While analysing this picture optically to evaluate the clusters I said 'HUH?'. Why is dog so close to prince and princess rather than over with cat and pets? And why are prince and princess not pulled up toward the royalty cluster around king, queen, kingdom? The geometry feels semantically wrong.
Then I realised that this does indeed make sense, with the corpus that we have. The algorithm only knows what words sit next to each other in the corpus. The sentences responsible for the geometry above are:
"the king rules the kingdom. the queen rules the kingdom."
"the prince and the princess live in the palace."
"the dog and the cat are pets in the house."
Prince and princess share the, and, plus they directly co-occur in the same sentence. Dog and cat share the, and, plus they directly co-occur in the same sentence. Both groups follow the same structural pattern: "the X and the Y", with X and Y sitting two positions away from and. From the algorithm's perspective, and is acting as a shared anchor pulling all four words prince, princess, dog, cat towards a common region.
King and queen are not in any "and" sentence in this corpus. They appear in "the king rules the kingdom", which has no and. So they cluster around rules and kingdom instead and they have no word anchor pulling them toward prince or princess. The royal connection between king and prince would not exist in this small corpus. In a much more richer corpus the royal connection will be shown.
Frequency-Biased Sampling
We could stop here since this already produces good embeddings. But after some more research and thought I decided that it was worth finetuning this even further.
Right now rare words still get pushed apart from random partners just as often as common ones do. Their final positions end up being shaped more by repulsion than by the few real attractions they take part in. Looking back at the preprocessing step, we built a vocabulary where every word is assigned a number, but that number is just an identifier and does not say anything about how often the word appears in the corpus. So when the sampler currently picks a random word from the vocabulary, a very common word like the has exactly the same chance of being picked as a really rare word that only appears once. This is something we can improve to make the embeddings better.
We can fix this by improving the sampler: instead of picking negative words completely at random, we pick them in proportion to how often each word actually appears in the corpus.
The problem with our current uniform sampling
On the 459-word corpus the project has been training on, the most common word the appears \(164\) times across \(1{,}788\) total tokens, so around \(9\%\) of all word occurrences. The rarest words appear only once. Under the current negative sampling, every word in the vocabulary has the same \(1/459 \approx 0.22\%\) chance of being picked as a negative, regardless of how often it actually shows up in the text.
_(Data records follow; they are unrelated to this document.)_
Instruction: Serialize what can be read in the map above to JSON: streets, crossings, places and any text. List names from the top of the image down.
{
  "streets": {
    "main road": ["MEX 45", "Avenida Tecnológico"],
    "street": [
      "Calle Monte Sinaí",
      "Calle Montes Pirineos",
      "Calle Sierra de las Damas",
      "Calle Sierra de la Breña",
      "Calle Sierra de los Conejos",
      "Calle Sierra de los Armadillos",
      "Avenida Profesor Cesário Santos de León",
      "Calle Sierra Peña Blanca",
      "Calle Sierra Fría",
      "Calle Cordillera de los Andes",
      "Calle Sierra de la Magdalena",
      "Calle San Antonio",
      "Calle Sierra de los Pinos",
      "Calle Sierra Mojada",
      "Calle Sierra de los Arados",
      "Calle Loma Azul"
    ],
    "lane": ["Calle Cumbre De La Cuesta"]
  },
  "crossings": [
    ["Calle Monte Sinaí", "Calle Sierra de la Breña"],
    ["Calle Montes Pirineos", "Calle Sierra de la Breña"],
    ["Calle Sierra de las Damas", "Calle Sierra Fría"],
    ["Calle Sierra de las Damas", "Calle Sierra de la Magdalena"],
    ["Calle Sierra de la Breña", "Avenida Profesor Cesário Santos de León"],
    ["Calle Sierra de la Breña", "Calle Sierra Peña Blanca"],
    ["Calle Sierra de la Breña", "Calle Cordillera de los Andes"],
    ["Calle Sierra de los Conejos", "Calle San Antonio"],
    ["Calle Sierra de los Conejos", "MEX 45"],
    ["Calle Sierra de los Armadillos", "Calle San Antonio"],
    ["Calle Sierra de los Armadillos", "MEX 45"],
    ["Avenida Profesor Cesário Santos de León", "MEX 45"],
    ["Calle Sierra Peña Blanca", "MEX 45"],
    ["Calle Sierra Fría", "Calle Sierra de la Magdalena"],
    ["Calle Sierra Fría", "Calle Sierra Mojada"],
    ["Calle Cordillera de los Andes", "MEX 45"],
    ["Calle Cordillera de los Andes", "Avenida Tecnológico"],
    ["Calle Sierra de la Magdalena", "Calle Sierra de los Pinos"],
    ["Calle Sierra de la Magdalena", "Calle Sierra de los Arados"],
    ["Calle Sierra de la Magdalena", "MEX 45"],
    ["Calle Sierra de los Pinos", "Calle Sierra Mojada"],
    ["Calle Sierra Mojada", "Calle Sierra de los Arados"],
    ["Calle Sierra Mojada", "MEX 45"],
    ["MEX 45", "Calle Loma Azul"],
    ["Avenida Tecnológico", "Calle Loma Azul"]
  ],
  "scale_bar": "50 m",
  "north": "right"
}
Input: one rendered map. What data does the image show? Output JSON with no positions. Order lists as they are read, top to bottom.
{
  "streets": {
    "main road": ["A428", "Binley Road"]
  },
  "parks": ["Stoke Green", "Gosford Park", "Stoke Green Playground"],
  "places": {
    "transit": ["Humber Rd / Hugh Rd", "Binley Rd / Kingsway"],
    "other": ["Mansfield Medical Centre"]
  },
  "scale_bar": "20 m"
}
This is a bit of an imbalance. As a real partner in a training pair, the shows up about \(9\%\) of the time. As a uniform-random negative, it shows up about \(0.22\%\) of the time. So the is being asked to do attraction work at roughly \(40\) times the rate it is being asked to do repulsion work. This also meas that a word that appears once in the corpus is asked to do attraction work less than \(0.06\%\) of the time, but is asked to do repulsion work at \(0.22\%\) of the time, which is about \(4\) times more repulsion than attraction.
The fix: sample by frequency
The fix is to sample negative words proportionally to how often they appear, not uniformly.
For the the example, under uniform sampling we have \(P(\text{the}) = 1/459 \approx 0.22\%\). Under pure frequency-proportional sampling, \(P(\text{the}) = 164/1788 \approx 9.2\%\). The frequent word is now being sampled as a negative at exactly the rate it appears in the corpus.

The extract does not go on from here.